* WHAT YOU SHOULD DO: The records beneath should be restated word for word.
================
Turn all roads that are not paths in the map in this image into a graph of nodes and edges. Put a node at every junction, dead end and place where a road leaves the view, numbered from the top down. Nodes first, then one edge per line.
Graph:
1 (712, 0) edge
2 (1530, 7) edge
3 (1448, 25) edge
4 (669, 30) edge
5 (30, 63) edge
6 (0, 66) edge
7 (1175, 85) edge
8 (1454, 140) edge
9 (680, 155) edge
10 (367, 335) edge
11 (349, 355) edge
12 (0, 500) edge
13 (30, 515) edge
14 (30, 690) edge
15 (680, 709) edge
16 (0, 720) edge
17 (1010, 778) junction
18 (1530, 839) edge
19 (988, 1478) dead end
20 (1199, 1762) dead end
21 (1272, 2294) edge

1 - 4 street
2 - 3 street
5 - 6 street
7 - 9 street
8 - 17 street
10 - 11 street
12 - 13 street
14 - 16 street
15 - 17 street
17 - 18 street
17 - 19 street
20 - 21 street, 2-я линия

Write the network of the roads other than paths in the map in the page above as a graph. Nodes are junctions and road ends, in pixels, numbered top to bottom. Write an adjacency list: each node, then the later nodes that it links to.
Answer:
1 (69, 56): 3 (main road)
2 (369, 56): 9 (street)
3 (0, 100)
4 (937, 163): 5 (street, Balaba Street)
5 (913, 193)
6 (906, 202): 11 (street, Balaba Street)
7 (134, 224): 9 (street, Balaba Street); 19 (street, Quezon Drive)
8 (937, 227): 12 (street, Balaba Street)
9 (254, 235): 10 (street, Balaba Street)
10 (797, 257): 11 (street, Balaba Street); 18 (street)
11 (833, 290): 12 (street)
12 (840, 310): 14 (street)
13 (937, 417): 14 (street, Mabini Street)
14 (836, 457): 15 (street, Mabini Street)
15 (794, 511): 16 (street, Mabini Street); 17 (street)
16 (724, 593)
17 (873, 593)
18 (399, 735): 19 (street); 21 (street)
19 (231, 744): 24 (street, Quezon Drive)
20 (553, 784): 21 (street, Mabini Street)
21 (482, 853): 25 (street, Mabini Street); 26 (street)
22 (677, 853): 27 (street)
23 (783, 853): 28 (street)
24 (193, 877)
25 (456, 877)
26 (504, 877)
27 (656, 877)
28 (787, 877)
================
* SOLVED PROBLEM:
Turn all roads that are not paths in the map in this image into a graph of nodes and edges. Put a node at every junction, dead end and place where a road leaves the view, numbered from the top down. Nodes first, then one edge per line.
Graph:
1 (712, 0) edge
2 (1530, 7) edge
3 (1448, 25) edge
4 (669, 30) edge
5 (30, 63) edge
6 (0, 66) edge
7 (1175, 85) edge
8 (1454, 140) edge
9 (680, 155) edge
10 (367, 335) edge
11 (349, 355) edge
12 (0, 500) edge
13 (30, 515) edge
14 (30, 690) edge
15 (680, 709) edge
16 (0, 720) edge
17 (1010, 778) junction
18 (1530, 839) edge
19 (988, 1478) dead end
20 (1199, 1762) dead end
21 (1272, 2294) edge

1 - 4 street
2 - 3 street
5 - 6 street
7 - 9 street
8 - 17 street
10 - 11 street
12 - 13 street
14 - 16 street
15 - 17 street
17 - 18 street
17 - 19 street
20 - 21 street, 2-я линия

Write the network of the roads other than paths in the map in the page above as a graph. Nodes are junctions and road ends, in pixels, numbered top to bottom. Write an adjacency list: each node, then the later nodes that it links to.
Answer:
1 (69, 56): 3 (main road)
2 (369, 56): 9 (street)
3 (0, 100)
4 (937, 163): 5 (street, Balaba Street)
5 (913, 193)
6 (906, 202): 11 (street, Balaba Street)
7 (134, 224): 9 (street, Balaba Street); 19 (street, Quezon Drive)
8 (937, 227): 12 (street, Balaba Street)
9 (254, 235): 10 (street, Balaba Street)
10 (797, 257): 11 (street, Balaba Street); 18 (street)
11 (833, 290): 12 (street)
12 (840, 310): 14 (street)
13 (937, 417): 14 (street, Mabini Street)
14 (836, 457): 15 (street, Mabini Street)
15 (794, 511): 16 (street, Mabini Street); 17 (street)
16 (724, 593)
17 (873, 593)
18 (399, 735): 19 (street); 21 (street)
19 (231, 744): 24 (street, Quezon Drive)
20 (553, 784): 21 (street, Mabini Street)
21 (482, 853): 25 (street, Mabini Street); 26 (street)
22 (677, 853): 27 (street)
23 (783, 853): 28 (street)
24 (193, 877)
25 (456, 877)
26 (504, 877)
27 (656, 877)
28 (787, 877)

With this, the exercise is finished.